Data records
- Opening Delimiter -

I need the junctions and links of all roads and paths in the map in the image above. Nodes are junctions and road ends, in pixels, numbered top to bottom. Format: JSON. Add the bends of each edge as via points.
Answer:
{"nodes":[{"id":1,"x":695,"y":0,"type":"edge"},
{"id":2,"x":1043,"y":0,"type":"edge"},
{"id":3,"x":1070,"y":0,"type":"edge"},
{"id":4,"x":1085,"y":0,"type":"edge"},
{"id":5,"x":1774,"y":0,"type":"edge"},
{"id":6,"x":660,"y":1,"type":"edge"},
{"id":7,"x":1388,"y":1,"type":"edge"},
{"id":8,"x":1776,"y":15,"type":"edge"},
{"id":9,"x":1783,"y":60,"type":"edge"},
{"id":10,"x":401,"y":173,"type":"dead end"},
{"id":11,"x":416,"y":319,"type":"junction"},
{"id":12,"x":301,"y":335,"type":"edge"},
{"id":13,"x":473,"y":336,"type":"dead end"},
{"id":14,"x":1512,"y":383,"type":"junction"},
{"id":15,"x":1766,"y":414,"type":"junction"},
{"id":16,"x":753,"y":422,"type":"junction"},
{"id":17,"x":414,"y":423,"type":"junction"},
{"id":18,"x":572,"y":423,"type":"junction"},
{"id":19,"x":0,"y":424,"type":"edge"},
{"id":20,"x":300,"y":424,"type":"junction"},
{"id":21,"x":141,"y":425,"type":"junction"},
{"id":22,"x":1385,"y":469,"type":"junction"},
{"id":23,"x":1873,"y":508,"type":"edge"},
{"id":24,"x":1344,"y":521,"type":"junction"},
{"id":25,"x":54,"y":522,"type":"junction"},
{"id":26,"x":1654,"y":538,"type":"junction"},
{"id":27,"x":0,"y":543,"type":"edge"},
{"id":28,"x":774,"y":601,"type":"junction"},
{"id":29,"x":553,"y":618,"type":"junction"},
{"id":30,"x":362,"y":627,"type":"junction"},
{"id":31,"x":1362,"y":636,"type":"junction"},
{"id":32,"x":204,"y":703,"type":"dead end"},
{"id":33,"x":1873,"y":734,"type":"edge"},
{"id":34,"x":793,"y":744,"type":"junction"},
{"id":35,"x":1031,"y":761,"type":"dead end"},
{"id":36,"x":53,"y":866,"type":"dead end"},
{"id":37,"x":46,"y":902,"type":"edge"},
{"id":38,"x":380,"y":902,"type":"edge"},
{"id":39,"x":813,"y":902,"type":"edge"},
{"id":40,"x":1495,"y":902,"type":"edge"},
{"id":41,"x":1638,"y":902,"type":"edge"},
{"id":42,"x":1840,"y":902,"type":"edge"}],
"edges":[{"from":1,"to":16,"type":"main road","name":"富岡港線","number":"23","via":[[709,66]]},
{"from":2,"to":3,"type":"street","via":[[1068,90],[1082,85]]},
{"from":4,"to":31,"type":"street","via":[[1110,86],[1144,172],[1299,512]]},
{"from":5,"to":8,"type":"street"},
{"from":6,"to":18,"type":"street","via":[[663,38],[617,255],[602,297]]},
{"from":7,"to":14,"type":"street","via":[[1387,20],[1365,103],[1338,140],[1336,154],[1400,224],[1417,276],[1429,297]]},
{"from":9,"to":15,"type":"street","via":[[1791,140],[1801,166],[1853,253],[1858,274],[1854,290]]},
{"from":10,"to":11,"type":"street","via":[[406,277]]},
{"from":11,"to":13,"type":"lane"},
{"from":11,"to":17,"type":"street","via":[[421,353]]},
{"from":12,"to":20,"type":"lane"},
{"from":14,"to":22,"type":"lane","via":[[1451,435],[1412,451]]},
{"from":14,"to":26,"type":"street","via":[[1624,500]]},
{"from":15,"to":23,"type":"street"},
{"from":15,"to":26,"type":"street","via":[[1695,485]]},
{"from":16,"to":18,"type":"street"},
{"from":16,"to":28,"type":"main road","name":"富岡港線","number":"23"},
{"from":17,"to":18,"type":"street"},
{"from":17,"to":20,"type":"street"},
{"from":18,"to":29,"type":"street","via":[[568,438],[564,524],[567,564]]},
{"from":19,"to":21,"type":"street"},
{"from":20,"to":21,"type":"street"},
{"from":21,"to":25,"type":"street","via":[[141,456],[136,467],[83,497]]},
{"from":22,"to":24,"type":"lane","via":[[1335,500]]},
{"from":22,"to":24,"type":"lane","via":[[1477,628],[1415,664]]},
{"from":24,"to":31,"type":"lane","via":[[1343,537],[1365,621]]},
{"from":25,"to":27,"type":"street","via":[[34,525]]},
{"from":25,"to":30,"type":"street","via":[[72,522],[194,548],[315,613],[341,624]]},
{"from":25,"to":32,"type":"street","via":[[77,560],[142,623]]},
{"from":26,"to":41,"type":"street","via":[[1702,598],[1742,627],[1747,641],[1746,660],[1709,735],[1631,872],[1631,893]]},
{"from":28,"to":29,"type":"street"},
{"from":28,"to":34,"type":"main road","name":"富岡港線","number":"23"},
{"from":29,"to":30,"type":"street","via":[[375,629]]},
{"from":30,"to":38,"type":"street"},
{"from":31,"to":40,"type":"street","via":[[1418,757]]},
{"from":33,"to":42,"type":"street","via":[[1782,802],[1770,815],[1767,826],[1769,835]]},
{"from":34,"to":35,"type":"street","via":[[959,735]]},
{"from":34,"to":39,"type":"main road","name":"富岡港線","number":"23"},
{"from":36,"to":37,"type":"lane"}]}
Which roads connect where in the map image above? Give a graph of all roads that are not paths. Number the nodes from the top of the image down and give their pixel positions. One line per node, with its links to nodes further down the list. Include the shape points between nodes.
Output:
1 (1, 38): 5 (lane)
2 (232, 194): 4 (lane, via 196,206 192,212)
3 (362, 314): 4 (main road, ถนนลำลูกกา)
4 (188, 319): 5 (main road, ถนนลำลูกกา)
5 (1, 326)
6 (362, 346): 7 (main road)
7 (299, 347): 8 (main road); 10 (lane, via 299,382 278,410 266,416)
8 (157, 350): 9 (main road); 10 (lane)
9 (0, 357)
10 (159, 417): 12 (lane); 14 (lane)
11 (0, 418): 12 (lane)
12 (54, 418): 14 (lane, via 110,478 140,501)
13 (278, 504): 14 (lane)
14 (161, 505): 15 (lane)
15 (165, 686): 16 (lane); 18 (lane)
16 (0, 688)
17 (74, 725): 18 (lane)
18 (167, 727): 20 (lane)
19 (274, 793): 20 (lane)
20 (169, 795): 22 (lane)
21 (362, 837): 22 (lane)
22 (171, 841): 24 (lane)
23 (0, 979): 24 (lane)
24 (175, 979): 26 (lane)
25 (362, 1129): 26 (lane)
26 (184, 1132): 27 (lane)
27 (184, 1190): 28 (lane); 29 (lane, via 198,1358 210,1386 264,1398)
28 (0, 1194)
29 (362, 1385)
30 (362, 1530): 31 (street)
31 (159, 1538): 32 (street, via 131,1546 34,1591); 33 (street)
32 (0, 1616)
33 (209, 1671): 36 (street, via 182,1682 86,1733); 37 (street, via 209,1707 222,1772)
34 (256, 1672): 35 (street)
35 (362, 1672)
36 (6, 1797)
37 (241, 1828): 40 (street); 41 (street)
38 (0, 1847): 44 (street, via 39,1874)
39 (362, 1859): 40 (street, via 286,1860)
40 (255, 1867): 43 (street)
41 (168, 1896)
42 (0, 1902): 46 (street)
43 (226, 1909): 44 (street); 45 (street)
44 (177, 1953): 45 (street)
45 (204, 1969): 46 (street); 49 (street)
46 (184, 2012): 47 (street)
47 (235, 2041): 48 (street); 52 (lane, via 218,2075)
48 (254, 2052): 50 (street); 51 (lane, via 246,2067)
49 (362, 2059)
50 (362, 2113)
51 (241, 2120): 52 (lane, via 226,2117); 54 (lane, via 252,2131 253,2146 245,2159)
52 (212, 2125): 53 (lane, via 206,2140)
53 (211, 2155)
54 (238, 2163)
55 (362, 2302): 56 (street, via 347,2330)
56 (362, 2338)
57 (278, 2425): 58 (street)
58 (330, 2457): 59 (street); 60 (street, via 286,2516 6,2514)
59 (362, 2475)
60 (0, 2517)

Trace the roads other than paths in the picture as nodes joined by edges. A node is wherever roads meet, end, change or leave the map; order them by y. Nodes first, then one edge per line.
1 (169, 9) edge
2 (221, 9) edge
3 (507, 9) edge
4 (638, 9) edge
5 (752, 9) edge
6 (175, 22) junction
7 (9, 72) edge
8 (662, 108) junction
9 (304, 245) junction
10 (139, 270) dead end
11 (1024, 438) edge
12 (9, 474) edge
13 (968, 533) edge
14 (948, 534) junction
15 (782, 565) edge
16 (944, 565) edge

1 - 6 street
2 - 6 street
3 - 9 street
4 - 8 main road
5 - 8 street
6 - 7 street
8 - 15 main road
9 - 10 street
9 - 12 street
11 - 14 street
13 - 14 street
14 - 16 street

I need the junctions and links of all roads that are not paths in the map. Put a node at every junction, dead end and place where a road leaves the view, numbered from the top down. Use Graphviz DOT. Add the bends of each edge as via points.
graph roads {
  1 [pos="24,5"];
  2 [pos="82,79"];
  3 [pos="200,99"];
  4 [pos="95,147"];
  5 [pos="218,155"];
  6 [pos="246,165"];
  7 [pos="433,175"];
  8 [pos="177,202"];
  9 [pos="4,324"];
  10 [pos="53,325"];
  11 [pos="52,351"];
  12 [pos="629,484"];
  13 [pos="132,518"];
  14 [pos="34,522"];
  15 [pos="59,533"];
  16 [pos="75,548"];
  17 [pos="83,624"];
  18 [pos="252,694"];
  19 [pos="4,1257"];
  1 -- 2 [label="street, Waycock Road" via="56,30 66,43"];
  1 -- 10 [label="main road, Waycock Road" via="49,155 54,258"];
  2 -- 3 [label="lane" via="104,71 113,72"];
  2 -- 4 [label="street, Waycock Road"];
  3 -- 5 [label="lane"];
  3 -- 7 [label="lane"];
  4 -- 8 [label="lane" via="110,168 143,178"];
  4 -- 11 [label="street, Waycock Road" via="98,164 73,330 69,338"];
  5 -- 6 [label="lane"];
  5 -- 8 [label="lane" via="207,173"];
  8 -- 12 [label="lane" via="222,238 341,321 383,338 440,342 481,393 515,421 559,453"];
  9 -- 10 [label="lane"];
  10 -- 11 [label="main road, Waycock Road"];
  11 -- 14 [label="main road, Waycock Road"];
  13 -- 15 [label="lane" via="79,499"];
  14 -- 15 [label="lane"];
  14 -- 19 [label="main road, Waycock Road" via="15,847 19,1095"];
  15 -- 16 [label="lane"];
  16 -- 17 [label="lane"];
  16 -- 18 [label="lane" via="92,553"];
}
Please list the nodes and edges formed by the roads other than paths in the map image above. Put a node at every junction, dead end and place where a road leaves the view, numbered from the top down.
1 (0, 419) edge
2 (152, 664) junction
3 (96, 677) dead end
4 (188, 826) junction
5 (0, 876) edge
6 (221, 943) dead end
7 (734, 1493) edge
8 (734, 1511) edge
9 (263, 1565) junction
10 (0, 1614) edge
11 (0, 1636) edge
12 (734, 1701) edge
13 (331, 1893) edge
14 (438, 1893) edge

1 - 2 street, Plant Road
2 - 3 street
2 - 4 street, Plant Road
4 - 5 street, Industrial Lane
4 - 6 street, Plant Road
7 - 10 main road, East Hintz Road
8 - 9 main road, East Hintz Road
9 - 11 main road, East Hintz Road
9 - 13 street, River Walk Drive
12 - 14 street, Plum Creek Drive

- Closing Delimiter -

> Exercise
Only a number is wanted here: how many lines of the records above hold the word "view".

> Reply to the task
2